Deep Mapping of the Podocyte Proteome Unravels Altered Protein Dynamics during Differentiation

Session Information

  • A View on the Glomerulus
    November 04, 2017 | Location: Room 294, Morial Convention Center
    Abstract Time: 04:42 PM - 04:54 PM

Category: Glomerular

  • 1003 Glomerular: Cell Biology

Authors

  • Schroeter, Christina Barbara, University Hospital Cologne, Cologne, Germany
  • Benzing, Thomas, University of Cologne, Köln, Germany
  • Rinschen, Markus M., CECAD, Cologne, Germany
  • Brinkkoetter, Paul T., University Hospital Cologne, Cologne, Germany
Background

Podocytes are epithelial postmitotic cells which maintain the renal filtration barrier. Immortalized podocyte cell lines are widely utilized tools to estimate podocyte injury and cytoskeletal rearrangement processes in vitro. We intended to generate a comprehensive map of proteins expressed in proliferating and differentiated cultured human podocytes in vitro thereby providing a thorough database and useful tool for researchers in the podocyte field.

Methods

We analysed 7637 proteins in depth and quantified 7230 of them. We performed additional in-depth analyses of the cultured human podocyte proteome in order to characterize changes regarding protein expression, protein synthesis and proteostatic mechanisms during differentiation of the cells.
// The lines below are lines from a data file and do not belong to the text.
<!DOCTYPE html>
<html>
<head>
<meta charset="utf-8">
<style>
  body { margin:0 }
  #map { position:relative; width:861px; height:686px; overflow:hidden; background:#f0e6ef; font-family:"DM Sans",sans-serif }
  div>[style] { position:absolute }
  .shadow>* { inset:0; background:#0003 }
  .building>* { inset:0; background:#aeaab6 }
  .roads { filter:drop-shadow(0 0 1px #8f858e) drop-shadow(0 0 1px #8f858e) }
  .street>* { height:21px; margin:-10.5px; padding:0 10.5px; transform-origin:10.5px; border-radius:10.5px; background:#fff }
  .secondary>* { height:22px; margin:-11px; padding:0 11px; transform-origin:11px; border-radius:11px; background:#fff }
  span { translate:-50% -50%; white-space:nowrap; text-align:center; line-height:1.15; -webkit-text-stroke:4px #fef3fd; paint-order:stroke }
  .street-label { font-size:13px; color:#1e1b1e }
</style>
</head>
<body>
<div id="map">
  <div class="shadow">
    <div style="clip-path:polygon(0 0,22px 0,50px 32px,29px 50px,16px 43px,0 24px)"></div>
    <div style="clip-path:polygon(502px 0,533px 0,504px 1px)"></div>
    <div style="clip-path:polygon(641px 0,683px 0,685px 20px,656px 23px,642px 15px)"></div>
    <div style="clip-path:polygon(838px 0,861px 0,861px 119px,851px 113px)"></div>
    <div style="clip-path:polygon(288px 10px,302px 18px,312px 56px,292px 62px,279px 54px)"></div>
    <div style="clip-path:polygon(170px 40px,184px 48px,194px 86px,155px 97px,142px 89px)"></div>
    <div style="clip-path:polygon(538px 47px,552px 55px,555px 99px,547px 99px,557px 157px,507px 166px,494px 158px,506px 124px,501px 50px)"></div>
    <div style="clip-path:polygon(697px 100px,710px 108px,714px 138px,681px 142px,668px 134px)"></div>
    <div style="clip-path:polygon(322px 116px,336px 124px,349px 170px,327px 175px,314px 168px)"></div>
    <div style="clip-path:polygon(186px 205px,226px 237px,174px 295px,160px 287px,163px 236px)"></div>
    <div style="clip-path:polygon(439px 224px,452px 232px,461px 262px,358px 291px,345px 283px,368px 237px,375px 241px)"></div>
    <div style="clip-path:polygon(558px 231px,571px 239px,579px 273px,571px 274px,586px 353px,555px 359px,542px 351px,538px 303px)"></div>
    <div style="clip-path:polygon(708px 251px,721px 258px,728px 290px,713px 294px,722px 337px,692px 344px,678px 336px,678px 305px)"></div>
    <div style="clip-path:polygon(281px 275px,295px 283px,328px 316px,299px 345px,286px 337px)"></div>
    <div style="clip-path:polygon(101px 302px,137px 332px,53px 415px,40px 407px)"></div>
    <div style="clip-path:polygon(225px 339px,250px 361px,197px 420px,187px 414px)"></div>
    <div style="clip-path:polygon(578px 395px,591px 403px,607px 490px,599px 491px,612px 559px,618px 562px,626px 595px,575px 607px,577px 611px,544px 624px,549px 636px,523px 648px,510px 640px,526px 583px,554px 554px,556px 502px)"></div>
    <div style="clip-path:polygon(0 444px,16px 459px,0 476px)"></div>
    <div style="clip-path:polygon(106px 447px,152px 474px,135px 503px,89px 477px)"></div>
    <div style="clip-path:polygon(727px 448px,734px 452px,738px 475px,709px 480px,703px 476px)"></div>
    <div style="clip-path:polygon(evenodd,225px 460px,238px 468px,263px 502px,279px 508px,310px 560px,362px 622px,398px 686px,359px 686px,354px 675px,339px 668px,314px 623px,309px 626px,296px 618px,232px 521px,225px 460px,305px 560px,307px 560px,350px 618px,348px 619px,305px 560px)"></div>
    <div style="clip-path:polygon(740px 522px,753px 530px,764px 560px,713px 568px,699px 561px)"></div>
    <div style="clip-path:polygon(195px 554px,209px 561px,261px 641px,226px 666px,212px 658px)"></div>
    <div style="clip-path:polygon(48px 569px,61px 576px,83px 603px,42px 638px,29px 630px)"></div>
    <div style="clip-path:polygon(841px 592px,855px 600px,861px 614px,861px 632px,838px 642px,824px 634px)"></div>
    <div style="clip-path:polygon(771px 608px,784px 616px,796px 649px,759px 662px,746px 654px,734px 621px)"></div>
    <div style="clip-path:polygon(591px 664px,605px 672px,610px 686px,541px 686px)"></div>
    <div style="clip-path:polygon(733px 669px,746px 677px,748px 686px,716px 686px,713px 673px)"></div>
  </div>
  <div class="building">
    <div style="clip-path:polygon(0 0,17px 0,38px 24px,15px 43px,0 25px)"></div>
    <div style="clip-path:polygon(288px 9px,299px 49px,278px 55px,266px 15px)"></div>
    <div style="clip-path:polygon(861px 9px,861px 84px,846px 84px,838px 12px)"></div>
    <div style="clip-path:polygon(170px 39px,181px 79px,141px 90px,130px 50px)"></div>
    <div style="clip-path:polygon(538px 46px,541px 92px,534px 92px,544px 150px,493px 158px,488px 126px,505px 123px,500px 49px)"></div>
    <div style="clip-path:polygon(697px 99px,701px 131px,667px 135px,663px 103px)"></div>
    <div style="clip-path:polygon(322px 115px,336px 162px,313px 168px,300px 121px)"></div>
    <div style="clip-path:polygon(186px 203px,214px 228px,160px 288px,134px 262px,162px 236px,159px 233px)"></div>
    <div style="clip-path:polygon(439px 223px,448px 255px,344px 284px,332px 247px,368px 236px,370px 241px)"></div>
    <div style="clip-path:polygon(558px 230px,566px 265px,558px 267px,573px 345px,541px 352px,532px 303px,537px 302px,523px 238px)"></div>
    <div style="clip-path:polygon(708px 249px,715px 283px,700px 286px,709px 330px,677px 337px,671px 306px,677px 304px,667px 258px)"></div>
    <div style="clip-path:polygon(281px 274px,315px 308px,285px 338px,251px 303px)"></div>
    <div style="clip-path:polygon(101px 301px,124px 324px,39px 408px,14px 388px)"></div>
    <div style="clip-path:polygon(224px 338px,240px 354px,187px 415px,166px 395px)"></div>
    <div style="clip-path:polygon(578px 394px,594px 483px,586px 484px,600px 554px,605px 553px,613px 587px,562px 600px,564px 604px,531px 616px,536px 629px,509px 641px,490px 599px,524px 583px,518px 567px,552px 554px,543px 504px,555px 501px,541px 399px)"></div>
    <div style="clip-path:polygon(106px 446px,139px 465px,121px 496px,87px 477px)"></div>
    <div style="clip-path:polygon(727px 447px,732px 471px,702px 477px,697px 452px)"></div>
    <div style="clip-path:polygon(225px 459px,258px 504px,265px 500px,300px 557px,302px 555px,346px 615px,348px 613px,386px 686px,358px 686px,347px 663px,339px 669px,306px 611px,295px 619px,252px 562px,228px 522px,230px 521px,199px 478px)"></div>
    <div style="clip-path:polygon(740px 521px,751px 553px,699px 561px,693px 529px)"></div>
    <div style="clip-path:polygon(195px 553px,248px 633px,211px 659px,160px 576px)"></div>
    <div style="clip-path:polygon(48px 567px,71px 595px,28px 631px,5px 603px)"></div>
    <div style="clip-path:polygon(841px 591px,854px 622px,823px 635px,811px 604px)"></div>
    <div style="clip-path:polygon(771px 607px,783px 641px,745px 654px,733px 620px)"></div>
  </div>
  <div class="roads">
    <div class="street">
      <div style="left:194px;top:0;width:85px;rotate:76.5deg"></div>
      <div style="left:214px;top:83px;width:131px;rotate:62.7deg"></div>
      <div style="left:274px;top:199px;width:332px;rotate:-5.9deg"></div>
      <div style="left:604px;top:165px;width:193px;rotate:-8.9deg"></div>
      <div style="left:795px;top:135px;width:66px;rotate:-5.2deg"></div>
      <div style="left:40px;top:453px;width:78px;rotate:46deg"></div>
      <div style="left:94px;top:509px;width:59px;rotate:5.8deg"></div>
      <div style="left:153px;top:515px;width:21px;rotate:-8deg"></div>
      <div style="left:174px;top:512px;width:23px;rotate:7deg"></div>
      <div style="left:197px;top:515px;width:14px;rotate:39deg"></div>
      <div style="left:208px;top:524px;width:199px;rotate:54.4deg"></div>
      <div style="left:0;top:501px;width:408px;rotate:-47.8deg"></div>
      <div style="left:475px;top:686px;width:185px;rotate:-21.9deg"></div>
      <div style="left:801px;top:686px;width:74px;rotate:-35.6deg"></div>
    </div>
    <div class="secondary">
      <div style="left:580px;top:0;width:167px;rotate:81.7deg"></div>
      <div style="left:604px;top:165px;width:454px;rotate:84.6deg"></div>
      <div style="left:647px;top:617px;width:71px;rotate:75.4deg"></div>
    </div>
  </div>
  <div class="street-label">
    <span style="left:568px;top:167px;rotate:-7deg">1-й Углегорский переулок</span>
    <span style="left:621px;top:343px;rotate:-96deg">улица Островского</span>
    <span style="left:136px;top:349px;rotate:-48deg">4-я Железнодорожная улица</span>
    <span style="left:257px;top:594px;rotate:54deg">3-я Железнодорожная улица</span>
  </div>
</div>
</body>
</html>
We included a detailed analysis on the expression of podocyte-specific proteins that govern the function and dysfunction of the slit diaphragm, and of gene products mutated in hereditary nephrotic syndrome. Finally, we compared the resulting proteomic dataset to data obtained from the previously published murine cultured podocyte proteome. We also performed comparative analysis with transcriptomic data from cultured human podocytes.

Results

Cultured podocytes express abundant copy numbers of endogenous receptors. Some protein classes associated with podocyte disease, such as slit-diaphragm associated proteins and ion channels, were hardly detected. Differentiation-induced changes were comparable in mouse and human podocytes, but slight differences, e.g. in proteins associated with lipid metabolism were detected. Also, there were distinct differences in expression of genes commonly thought to be associated with podocyte function. Notably, this data set detected general perturbations in proteostatic mechanisms as a dominant alteration during podocyte differentiation irrespectively of the species: Proteasome activity and kinetics were high in the undifferentiated state and lysosomal activity was high in the differentiated state.

Conclusion

In conclusion, podocyte differentiation in vitro is largely associated with a proteostatic shift, and the deep proteomic mapping approach utilized here may demonstrate the limitations, but also the potential of podocyte cell culture.